Хлопали двери. Люди входили, выходили, смеялись, спускались в подвалы. Сквозняки протягивались через хлопанье дверей. Люди роняли из рук вазы. Собирали осколки в кульки.
«Но вы, как всегда, правы, Элеонора Фелисия, – говорил Норе Гуидо где-то вдалеке уже, его не видно, – ведь безысходность причиняет страдание, только когда есть надежда на недосягаемый выход, когда этот тревожащий выход рядом – слишком узкий, чтобы пройти. А когда нет надежды и нет выхода, безысходность и есть счастье, за которым все охотятся».
Нора опускает взгляд на свои мокрые руки с прилипшими блестками и улыбается. Она старается вспомнить, о чем говорил только что Гуидо, неожиданно громко бьют часы, так, что прорывает трубу в стене и бурным потоком течет под ноги вода, но ей все равно, она вспоминает: Гуидо говорил о том, что она уже забыла своего возлюбленного. Хочет подумать о возлюбленном, но снова бьют часы, поспешно берет две виноградины с блюда, нужно загадать желание, проглотив двенадцатую виноградину с двенадцатым ударом: «Чтобы в этом году наконец…», теперь понимает, почему не выключают свет в столь поздний час: Новый год.

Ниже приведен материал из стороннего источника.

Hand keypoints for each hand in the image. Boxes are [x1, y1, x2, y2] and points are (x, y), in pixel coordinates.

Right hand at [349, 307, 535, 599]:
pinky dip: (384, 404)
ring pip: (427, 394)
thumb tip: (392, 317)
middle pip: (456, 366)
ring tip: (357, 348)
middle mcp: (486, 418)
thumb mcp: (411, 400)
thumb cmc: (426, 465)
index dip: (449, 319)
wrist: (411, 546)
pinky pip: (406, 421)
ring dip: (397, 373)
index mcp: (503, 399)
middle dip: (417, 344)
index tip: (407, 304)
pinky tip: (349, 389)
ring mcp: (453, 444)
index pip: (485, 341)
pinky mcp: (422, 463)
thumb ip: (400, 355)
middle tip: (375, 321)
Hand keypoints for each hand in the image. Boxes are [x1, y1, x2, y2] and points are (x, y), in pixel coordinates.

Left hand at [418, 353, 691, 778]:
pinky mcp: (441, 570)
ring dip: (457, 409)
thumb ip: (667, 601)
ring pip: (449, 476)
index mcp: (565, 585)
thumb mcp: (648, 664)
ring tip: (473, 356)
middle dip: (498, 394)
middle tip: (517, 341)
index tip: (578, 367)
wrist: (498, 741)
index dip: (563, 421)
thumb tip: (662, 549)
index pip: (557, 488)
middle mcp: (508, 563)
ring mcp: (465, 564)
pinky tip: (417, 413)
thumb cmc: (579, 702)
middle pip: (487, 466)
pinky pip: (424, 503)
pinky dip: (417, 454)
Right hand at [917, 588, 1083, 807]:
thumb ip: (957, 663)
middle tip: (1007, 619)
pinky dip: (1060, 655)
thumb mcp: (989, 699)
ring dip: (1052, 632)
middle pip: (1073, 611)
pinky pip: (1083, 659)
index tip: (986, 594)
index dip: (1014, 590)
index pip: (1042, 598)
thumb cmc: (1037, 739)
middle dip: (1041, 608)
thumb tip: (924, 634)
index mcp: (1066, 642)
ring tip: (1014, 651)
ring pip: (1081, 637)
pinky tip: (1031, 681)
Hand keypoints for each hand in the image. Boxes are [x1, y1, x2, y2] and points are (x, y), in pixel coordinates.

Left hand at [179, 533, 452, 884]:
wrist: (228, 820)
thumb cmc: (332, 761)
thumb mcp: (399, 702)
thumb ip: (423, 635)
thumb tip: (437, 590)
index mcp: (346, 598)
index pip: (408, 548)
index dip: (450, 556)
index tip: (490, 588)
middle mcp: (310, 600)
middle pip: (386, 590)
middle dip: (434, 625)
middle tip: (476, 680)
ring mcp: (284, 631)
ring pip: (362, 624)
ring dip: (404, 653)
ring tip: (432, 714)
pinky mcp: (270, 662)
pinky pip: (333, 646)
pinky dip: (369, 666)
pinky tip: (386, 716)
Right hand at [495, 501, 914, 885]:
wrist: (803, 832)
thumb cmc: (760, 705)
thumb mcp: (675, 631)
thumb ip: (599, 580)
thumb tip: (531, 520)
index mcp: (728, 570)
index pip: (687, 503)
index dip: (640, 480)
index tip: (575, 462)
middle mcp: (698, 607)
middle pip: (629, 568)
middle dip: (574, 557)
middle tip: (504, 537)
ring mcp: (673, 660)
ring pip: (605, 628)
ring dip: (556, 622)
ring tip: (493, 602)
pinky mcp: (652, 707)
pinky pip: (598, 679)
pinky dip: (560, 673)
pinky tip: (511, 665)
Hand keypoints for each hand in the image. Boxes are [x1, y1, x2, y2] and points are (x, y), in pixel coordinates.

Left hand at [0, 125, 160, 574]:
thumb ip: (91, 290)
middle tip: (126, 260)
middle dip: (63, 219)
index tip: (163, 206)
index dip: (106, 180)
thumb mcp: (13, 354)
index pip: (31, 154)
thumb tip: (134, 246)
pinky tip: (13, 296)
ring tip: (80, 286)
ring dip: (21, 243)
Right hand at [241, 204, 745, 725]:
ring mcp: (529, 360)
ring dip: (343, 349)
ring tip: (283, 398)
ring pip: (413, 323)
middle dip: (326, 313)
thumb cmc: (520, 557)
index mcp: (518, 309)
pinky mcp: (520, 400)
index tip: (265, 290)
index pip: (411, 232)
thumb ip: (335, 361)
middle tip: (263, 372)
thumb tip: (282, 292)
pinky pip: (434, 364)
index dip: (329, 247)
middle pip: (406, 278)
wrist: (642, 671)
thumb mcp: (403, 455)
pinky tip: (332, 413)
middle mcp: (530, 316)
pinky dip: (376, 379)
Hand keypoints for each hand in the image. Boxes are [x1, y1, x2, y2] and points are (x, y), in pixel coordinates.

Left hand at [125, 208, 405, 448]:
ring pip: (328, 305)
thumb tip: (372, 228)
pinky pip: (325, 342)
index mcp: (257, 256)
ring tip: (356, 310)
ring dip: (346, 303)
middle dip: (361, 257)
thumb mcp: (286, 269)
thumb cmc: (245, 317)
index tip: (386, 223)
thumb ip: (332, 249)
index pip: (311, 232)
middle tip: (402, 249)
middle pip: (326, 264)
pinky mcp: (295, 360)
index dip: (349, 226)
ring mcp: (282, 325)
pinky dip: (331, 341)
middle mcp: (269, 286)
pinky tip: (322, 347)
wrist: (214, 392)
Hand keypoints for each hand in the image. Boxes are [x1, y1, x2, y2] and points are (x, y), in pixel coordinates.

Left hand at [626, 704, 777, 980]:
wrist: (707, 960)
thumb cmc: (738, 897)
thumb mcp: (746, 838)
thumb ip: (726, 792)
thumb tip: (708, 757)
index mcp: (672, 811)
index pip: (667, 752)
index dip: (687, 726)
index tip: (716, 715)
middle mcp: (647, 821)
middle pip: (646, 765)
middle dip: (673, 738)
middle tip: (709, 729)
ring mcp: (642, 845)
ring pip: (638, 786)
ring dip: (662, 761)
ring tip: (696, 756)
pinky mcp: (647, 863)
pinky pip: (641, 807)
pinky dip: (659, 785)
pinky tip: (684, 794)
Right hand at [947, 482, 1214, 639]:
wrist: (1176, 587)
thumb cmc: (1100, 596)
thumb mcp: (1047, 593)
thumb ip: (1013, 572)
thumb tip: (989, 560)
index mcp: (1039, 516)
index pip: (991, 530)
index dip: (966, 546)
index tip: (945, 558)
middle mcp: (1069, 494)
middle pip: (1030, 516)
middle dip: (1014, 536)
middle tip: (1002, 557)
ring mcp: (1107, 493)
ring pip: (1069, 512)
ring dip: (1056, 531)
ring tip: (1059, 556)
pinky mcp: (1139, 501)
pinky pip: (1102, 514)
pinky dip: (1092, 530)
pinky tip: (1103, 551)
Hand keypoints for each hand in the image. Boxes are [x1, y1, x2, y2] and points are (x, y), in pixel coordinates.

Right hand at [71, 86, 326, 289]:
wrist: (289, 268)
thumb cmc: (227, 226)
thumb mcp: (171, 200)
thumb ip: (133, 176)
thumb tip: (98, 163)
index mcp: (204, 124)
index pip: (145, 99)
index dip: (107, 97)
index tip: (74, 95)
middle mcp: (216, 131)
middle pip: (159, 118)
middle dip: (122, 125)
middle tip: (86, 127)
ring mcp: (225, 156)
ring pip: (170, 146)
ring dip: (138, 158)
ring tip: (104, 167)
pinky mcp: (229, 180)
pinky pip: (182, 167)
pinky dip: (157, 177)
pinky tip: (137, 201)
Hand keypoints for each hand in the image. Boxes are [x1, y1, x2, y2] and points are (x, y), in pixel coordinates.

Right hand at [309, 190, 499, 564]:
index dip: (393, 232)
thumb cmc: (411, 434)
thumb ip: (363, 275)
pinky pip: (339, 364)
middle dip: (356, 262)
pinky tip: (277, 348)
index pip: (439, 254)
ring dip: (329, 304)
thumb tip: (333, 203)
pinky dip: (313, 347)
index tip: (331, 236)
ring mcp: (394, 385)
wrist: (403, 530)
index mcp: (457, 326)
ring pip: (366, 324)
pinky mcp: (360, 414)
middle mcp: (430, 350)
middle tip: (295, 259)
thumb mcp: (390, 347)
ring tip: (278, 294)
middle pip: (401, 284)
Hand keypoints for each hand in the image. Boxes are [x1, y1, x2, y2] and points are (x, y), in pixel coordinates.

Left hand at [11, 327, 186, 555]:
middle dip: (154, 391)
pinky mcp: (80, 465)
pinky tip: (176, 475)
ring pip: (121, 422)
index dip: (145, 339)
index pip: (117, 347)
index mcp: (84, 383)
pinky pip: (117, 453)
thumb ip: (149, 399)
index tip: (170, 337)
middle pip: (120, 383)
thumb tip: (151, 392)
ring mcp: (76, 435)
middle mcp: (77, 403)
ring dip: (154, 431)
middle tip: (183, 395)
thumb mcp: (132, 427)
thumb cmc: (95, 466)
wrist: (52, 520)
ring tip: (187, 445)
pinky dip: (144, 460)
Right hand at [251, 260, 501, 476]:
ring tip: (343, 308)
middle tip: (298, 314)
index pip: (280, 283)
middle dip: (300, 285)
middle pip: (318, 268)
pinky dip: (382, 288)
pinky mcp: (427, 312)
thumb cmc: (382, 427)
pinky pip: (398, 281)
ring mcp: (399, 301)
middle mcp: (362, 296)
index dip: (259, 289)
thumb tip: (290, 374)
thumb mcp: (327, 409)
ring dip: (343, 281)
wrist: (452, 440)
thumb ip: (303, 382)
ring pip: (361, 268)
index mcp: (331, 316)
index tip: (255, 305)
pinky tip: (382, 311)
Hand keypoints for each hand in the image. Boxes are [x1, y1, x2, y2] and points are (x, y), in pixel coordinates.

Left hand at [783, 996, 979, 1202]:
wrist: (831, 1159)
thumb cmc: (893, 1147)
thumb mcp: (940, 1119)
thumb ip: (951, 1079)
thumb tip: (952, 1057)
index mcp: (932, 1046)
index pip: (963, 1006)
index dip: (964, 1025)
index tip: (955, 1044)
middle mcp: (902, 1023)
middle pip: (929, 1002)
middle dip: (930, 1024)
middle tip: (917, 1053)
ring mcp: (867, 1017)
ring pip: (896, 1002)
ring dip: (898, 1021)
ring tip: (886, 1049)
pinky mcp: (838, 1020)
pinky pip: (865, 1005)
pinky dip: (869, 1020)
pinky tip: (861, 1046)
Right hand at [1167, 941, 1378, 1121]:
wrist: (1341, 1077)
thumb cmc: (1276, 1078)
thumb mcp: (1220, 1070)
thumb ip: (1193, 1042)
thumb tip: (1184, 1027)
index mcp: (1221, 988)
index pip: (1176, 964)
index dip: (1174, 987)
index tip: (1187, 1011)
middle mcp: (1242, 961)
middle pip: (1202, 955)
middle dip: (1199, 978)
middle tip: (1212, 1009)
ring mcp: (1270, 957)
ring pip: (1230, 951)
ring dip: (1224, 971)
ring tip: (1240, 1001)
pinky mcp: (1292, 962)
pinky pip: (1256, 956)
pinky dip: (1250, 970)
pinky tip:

И плывут-плывут, с запахом сосны, с приставшими иголочками, мерцающие елочные шары к стоку, вертятся в водоворотах. Падают из рук: дождик, серпантин, мишура. Пожелтевшая хвоя, фантики в грязной пене забивают сток.
После первого января в бассейне судебного зала завелись навки, так они называли себя, но иногда дразнили друг друга лоскотухами. Они сказали, что приплыли по трубам канализации. Нора полюбила приходить к ним, разговаривать, точнее, молчать, слушая, как навочки кашляют или сипло вздыхают от тяжести воды. Они были худые, с вылинявшей краской на волосах, на лице – то ли прыщики, то ли язвочки от влажности. У них были прокуренные голоса, и они говорили, будто приплыли сюда в надежде, что здесь их не найдут менты.